As I said before killer moves are not associated to a specific position, so there is in general no strict relation among position A and B in particularly given a killer move M:

hash(A) ^ from_square(M) ^ to_square(M) != hash(B)

The above is true apart for the very specific case in which the killer move is also the TT move.

So I think your idea cannot work, at least this is my understanding.

[hgm]

T = A^B is the difference between position A and position B. It can be used to transorm position B into position A, as

B ^ T = B ^ (A ^ B) = A

But if the same move m transforms A into A' and B into B', as

A' = M ^ A
B' = M ^ B

(where M is the usual Z(piece, from) ^ Z(piece, to) ^ Z(victim, to) ^ Z(stm)).
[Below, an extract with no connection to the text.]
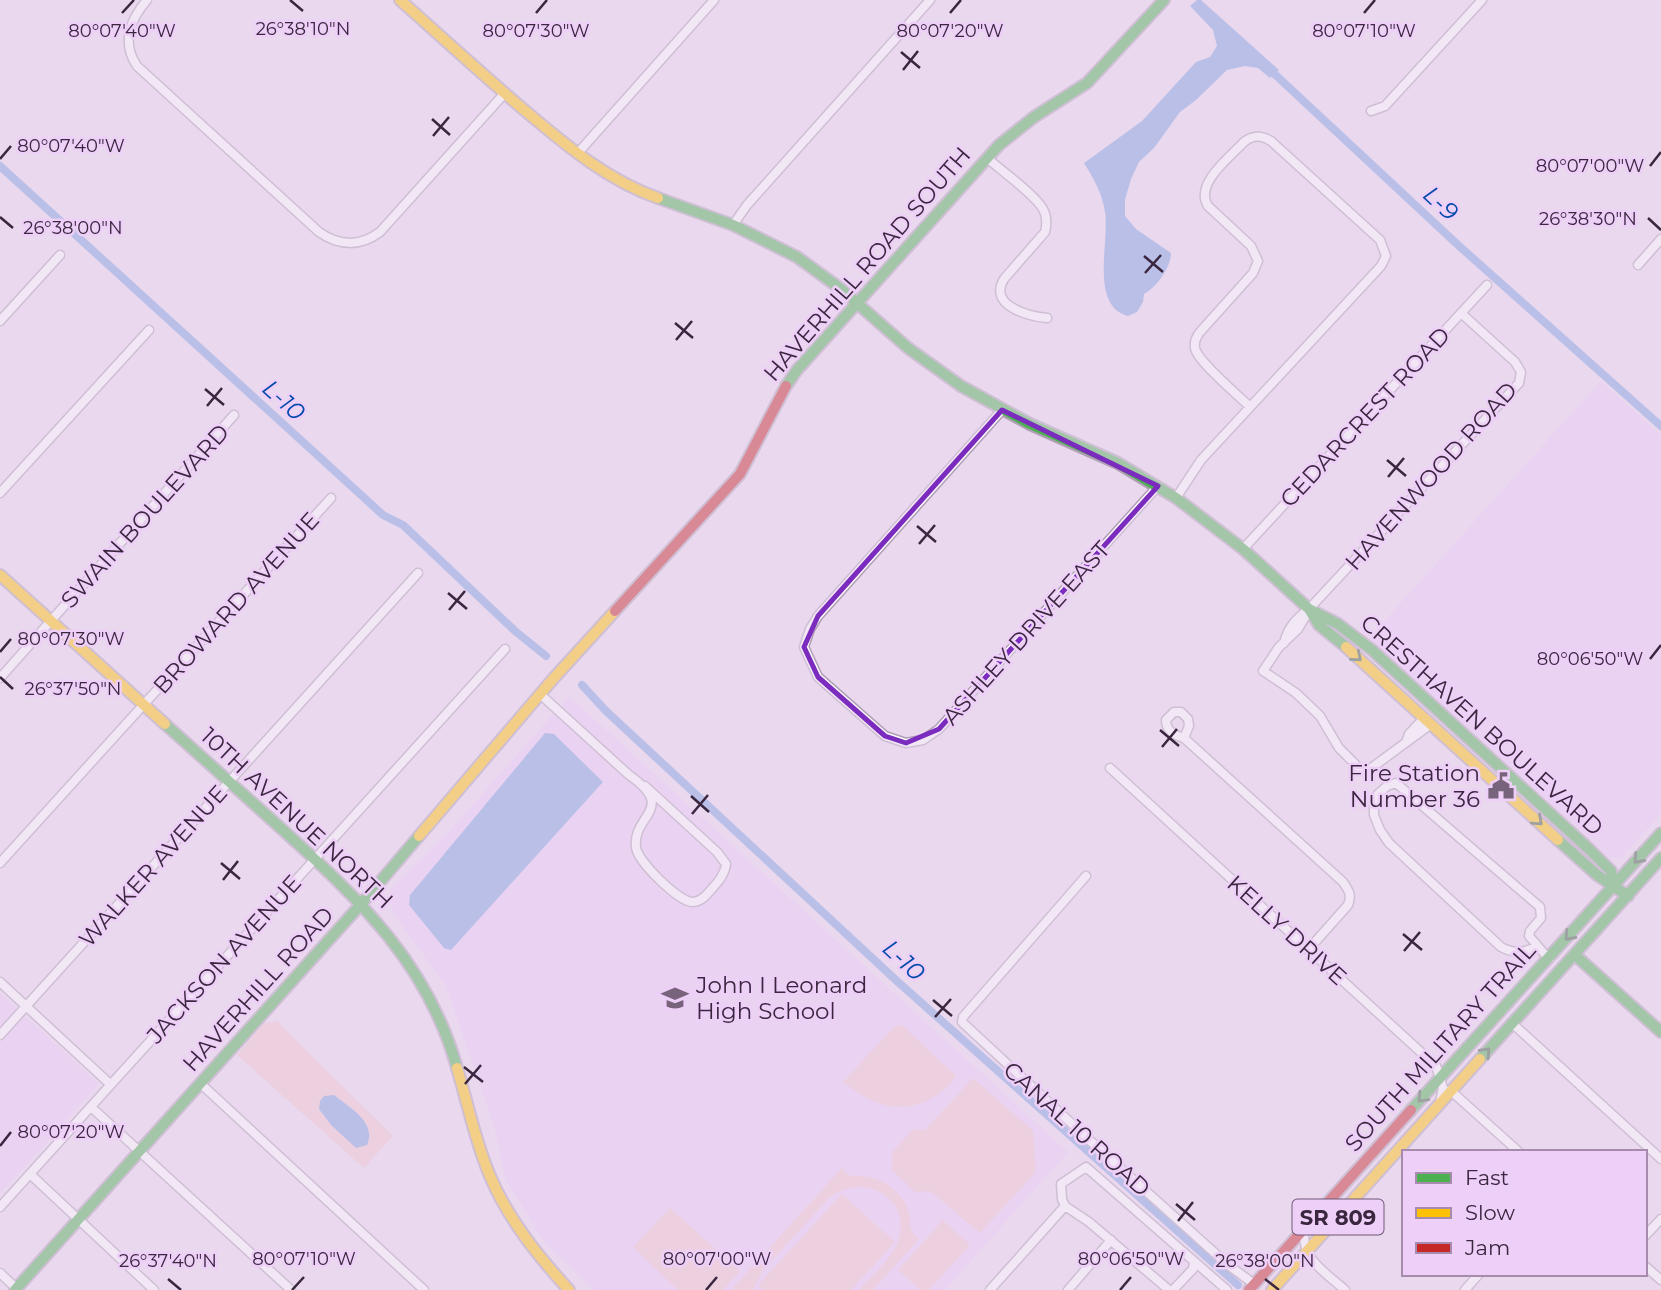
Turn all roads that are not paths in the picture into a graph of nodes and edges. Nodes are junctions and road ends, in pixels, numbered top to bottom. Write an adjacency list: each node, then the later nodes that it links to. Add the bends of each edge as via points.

So T can also be used to transform B' into A', as

B' ^ T = (B ^ M) ^ (A ^ B) = A ^ M = A'

So as long as X = B, B', B"... run through the sub-tree hanging from B, T^X would trace the analogous tree hanging from A, which was searched just before, and is already in the TT. The cut moves of the latter should be excellent guesses for the cut moves in the current search, if the difference between A and B is truly immaterial.